The first to shoulder the blame is naturally developer Gearbox, but the narrative that has formed is perhaps not what you might expect. Rather than lashing out at Gearbox for producing a sub-standard game, the community instead began to speculate that perhaps the real issue was Gearbox’s focus on the successful (and very good) Borderlands 2.
Did it simply farm out the “dull IP fodder” to another studio?
Of course not, Sega said. Gearbox boss Randy Pitchford himself said that around 80 per cent of the game was produced in-house.

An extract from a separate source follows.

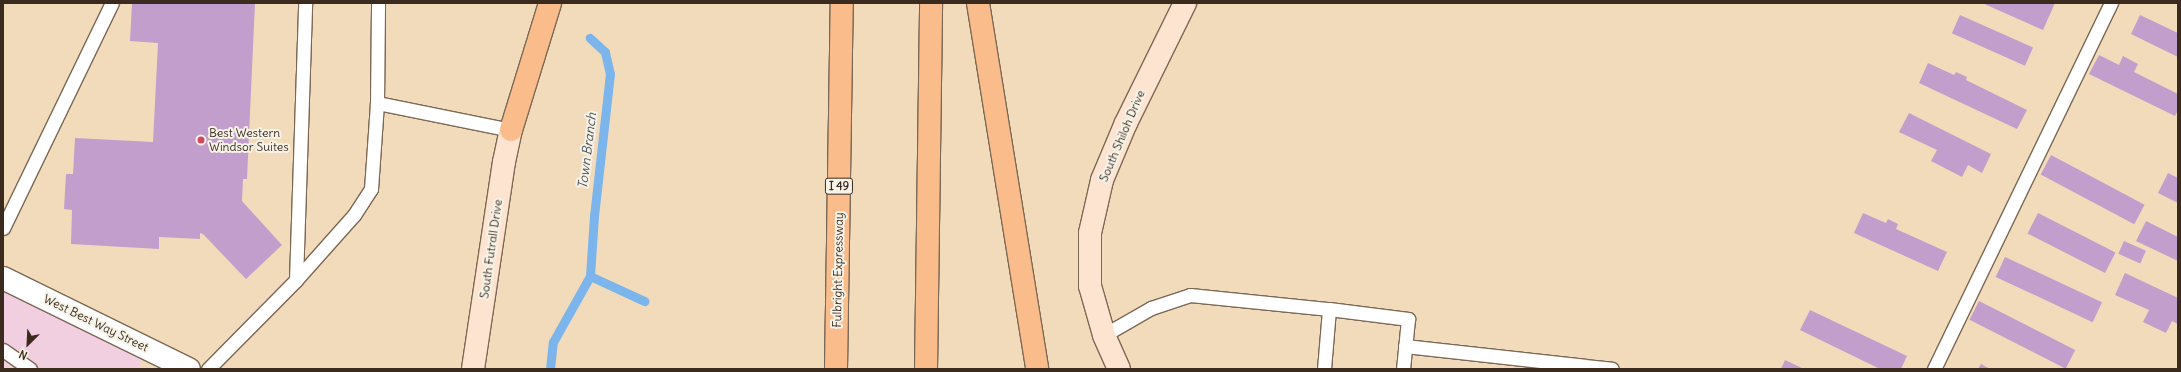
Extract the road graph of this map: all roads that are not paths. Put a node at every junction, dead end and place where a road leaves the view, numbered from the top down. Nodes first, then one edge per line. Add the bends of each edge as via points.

But that’s not what TimeGate said. A rep on its forum claimed that the Section 8 developer did around half the work. And now on source has gone further still, saying that Colonial Marines is to all intents and purposes a TimeGate title.
“TimeGate definitely played a much bigger role in the development of Aliens than either Gearbox or Sega is letting on,” an anonymous source told Rock Paper Shorgun.
“Aliens: Colonial Marines is essentially TimeGate’s game. From my understanding, almost all of TimeGate has been working on it for a few years, and they are not a small studio.”
The source went on to call Pitchford’s claim that TimeGate handled about 20 per cent of development duties a “fabrication”.
“Preproduction is a very insubstantial period in a game’s development,” the source added. “For him to say that the contribution was equal sans preproduction is basically saying it’s equal. You can see that Randy’s math isn’t really adding up. If TimeGate did half, and Gearbox did half, where does that leave Demiurge, Nerve, and Darkside?”
Unsubstantiated claims on Reddit, meanwhile, would have us believe that Sega was on the verge of going legal on Gearbox after becoming increasingly frustrated at the studio’s decision to focus talent on other titles such as Borderlands 2 rather than on the Alien game.
Once the extent of Sega’s displeasure became clear, Gearbox apparently outsourced much of the work on the game to others – specifically TimeGate, Demiurge and Nerve.
However, when the schedules for Borderlands 2 and Colonial Marines clashed, Gearbox successfully convinced Sega to postpone the game yet again, partly because TimeGate was allegedly well behind schedule with the development of the single player campaign.
Once Borderlands 2 was successfully shipped Gearbox finally returned to Aliens, and was less than impressed with what it found. It even went as far as to scrap some of the single player levels completely and start again. But with Sega’s patience running out Gearbox was forced to go to certification. The rest, as they say, is history.
Of course, another interesting element to this story will be Colonial Marines’ commercial performance. While the online world of gaming is up in arms, do not forget that the vast majority of consumers remain blissfully unaware of the furore.
With a strong marketing campaign behind it and what remains a killer IP, the game could yet prove a commercial success.